Performing these exercises two to three days a week is enough to maintain strength and range of motion once you’ve built a base. For people recovering from a minor meniscus tear without surgery, four to eight weeks of consistent physical therapy is a typical timeline, though more significant tears take longer.
Why Losing Weight Changes Everything
If you’re carrying extra weight, your knees feel it disproportionately. Walking on flat ground puts force equal to about one and a half times your body weight on each knee with every step. A 200-pound person generates 300 pounds of pressure per stride. Going up or down stairs multiplies that to two to three times your body weight. Squatting to pick something up off the floor? Four to five times your body weight.
This means even modest weight loss creates an outsized benefit. Losing 10 pounds effectively removes 15 to 50 pounds of force from your knees depending on the activity. For people with osteoarthritis, this reduction in joint loading can meaningfully slow cartilage breakdown while reducing daily pain.
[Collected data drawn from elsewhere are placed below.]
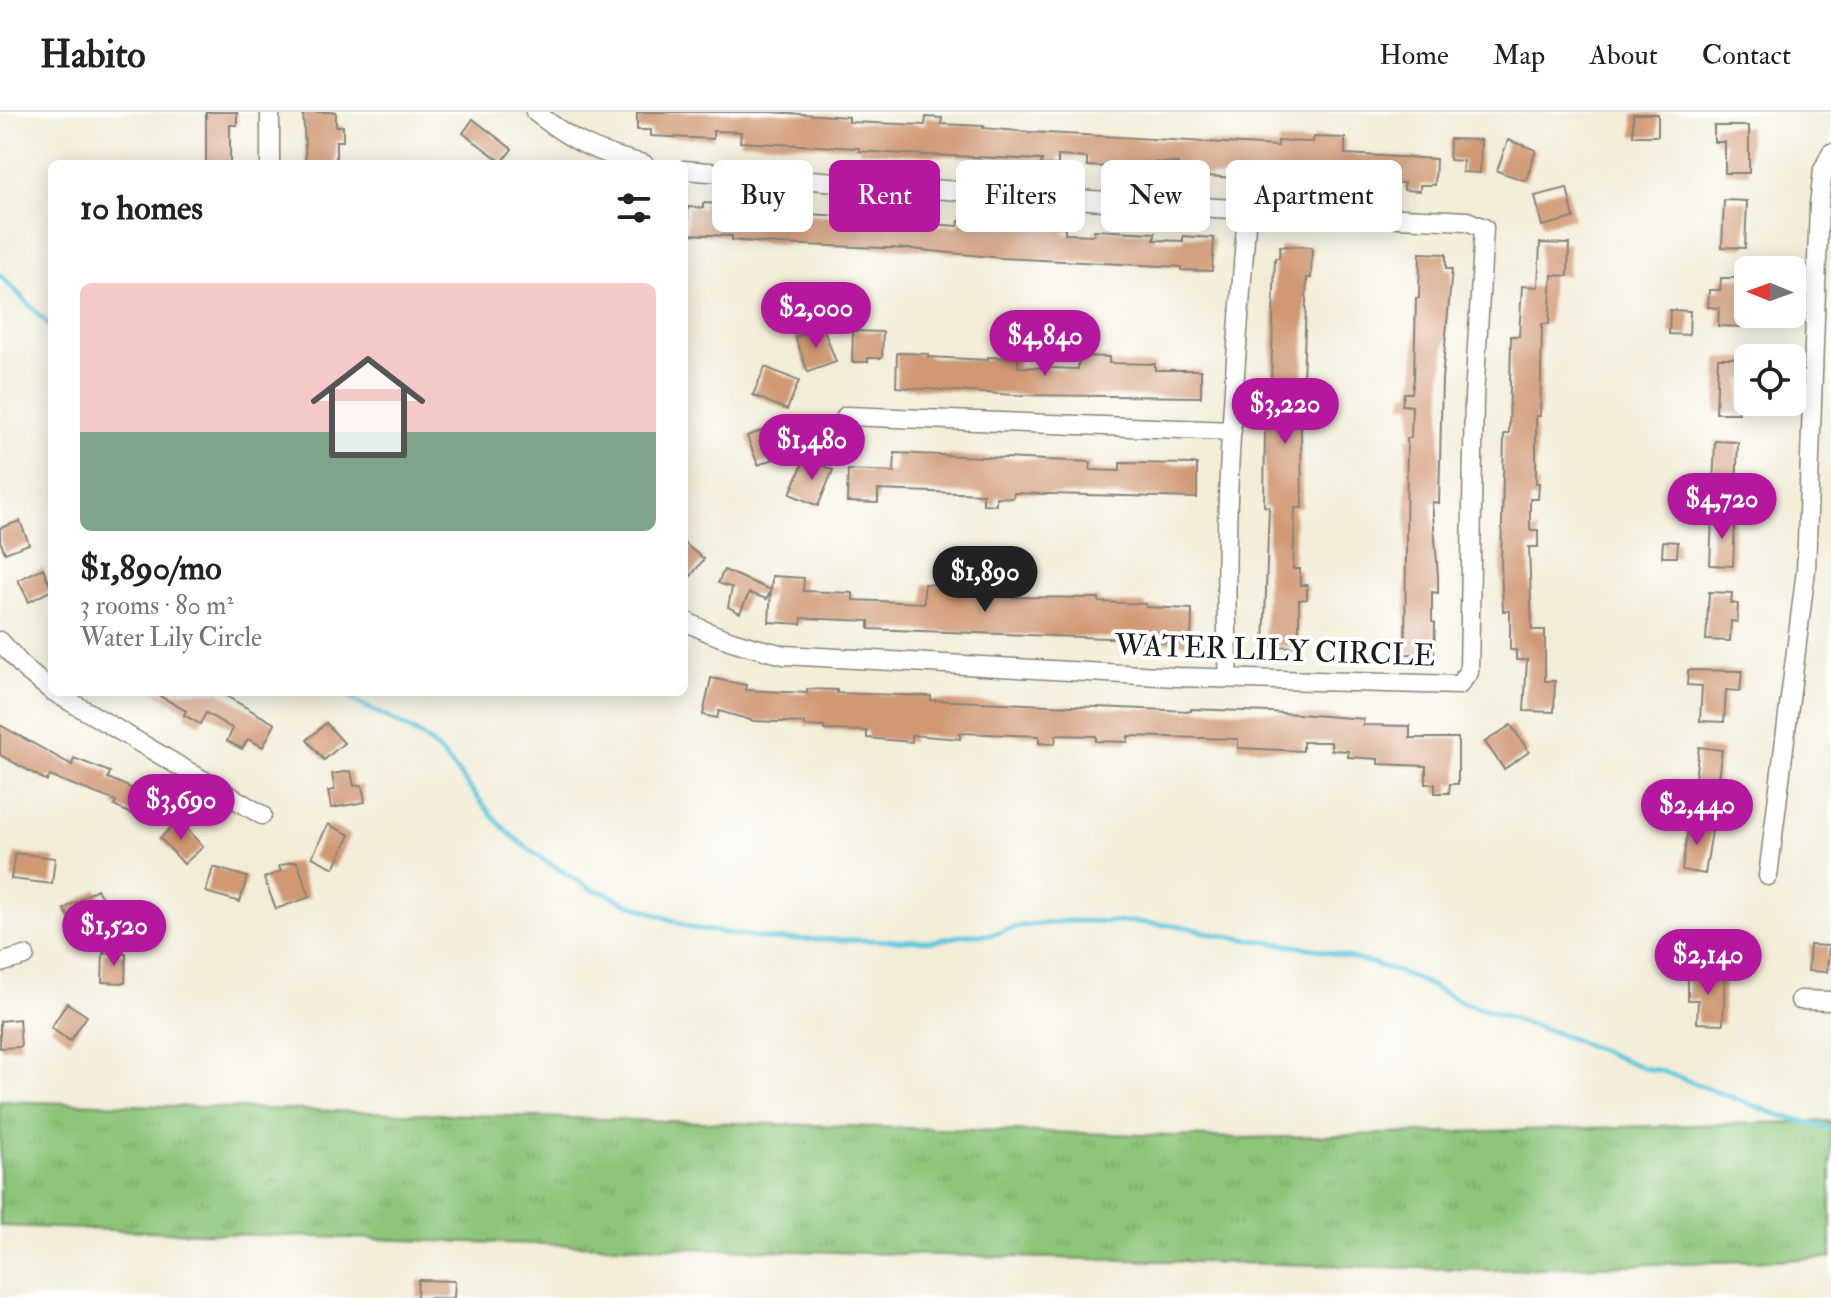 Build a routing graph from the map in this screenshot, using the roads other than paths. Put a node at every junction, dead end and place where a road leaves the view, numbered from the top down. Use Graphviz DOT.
graph roads {
  1 [pos="270,112"];
  2 [pos="535,112"];
  3 [pos="1831,153"];
  4 [pos="584,155"];
  5 [pos="270,160"];
  6 [pos="628,160"];
  7 [pos="688,170"];
  8 [pos="1226,210"];
  9 [pos="1402,218"];
  10 [pos="1246,232"];
  11 [pos="846,416"];
  12 [pos="1232,431"];
  13 [pos="688,622"];
  14 [pos="0,641"];
  15 [pos="1229,678"];
  16 [pos="48,687"];
  17 [pos="61,696"];
  18 [pos="262,815"];
  19 [pos="1768,876"];
  20 [pos="25,956"];
  21 [pos="0,963"];
  22 [pos="1800,1000"];
  23 [pos="1831,1001"];
  1 -- 5 [label="street"];
  2 -- 4 [label="street"];
  3 -- 19 [label="street"];
  4 -- 6 [label="street"];
  7 -- 8 [label="street"];
  9 -- 15 [label="street, WATER LILY CIRCLE"];
  10 -- 12 [label="street"];
  11 -- 12 [label="street"];
  12 -- 15 [label="street"];
  13 -- 15 [label="street, WATER LILY CIRCLE"];
  14 -- 16 [label="street"];
  17 -- 18 [label="street"];
  20 -- 21 [label="street"];
  22 -- 23 [label="street"];
} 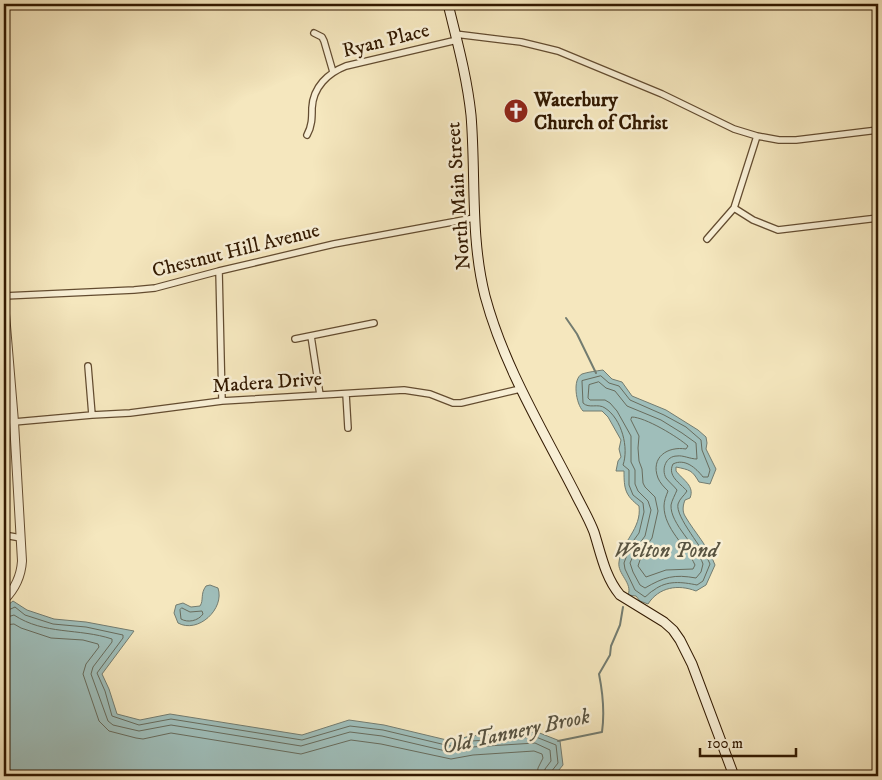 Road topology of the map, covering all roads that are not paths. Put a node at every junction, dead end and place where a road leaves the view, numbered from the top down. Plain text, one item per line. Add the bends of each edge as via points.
1 (448, 4) edge
2 (314, 32) dead end
3 (456, 37) junction
4 (333, 72) junction
5 (878, 130) edge
6 (307, 135) dead end
7 (757, 136) junction
8 (734, 208) junction
9 (474, 218) junction
10 (878, 218) edge
11 (707, 239) dead end
12 (219, 271) junction
13 (4, 296) edge
14 (4, 302) edge
15 (374, 323) dead end
16 (311, 336) junction
17 (295, 339) dead end
18 (88, 366) dead end
19 (520, 389) junction
20 (346, 394) junction
21 (320, 396) junction
22 (222, 401) junction
23 (92, 415) junction
24 (14, 422) junction
25 (348, 428) dead end
26 (4, 535) edge
27 (21, 538) junction
28 (4, 600) edge
29 (734, 776) edge

1 - 3 main road, North Main Street
2 - 4 street via 324,41
3 - 4 street, Ryan Place
3 - 7 street via 538,45 558,51 662,94 734,129
3 - 9 main road, North Main Street via 471,116
4 - 6 street, Ryan Place via 323,81 315,96
5 - 7 street via 796,140
7 - 8 street
8 - 10 street via 778,230
8 - 11 street
9 - 12 street, Chestnut Hill Avenue via 334,244
9 - 19 main road, North Main Street via 485,295
12 - 13 street, Chestnut Hill Avenue via 155,288
12 - 22 street
14 - 24 street
15 - 16 street
16 - 17 street
16 - 21 street
18 - 23 street
19 - 20 street, Madera Drive via 461,403 404,390
19 - 29 main road, North Main Street via 586,515 615,588 664,622 687,650
20 - 21 street, Madera Drive
20 - 25 street
21 - 22 street, Madera Drive
22 - 23 street, Madera Drive
23 - 24 street, Madera Drive
24 - 27 street
26 - 27 street
27 - 28 street via 20,576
Combined with strengthening exercises, weight loss is often enough to avoid more invasive treatments altogether.
Injections for Persistent Pain
When exercise and weight management aren’t providing enough relief, joint injections offer a next step before surgery. The two most common options are corticosteroid injections and hyaluronic acid injections, and they work on different timelines.
Corticosteroid (steroid) injections deliver faster pain relief. They outperform hyaluronic acid during the first month after treatment. But the effect fades. By three months, the two approaches show equal results. By six months, hyaluronic acid actually provides significantly better pain relief and joint function than steroids. So steroid injections are useful for short-term flare-ups, while hyaluronic acid is a better fit if you’re looking for longer-lasting relief.
Platelet-rich plasma (PRP) therapy is a newer option that uses concentrated healing factors from your own blood. PRP follows a similar pattern to hyaluronic acid: steroid injections sometimes produce better results in the first four to six weeks, but PRP outperforms steroids at three to six months. Mayo Clinic reports a 60% to 70% success rate with PRP for knee osteoarthritis, with success defined as at least 50% improvement in pain and function lasting six to 12 months. They’ve treated over 1,100 patients with no serious side effects. PRP also appears to outperform hyaluronic acid in most head-to-head studies, with benefits that last longer.
Signs That Need Urgent Attention
Most knee pain is manageable and improves over time. But certain symptoms signal something more serious. Get to urgent care or an emergency room if your knee joint looks visibly deformed or bent at an abnormal angle, you heard a popping sound at the time of injury, you can’t bear any weight on the leg, you’re experiencing intense pain, or your knee swelled up suddenly. A knee that’s hot, red, and swollen along with a fever may indicate a joint infection, which can cause permanent damage quickly if untreated.
Left untreated, some conditions like osteoarthritis and certain ligament injuries can lead to increasing pain, progressive joint damage, and long-term disability. Early intervention, even if it’s just starting a strengthening program, gives you the best chance of avoiding that trajectory.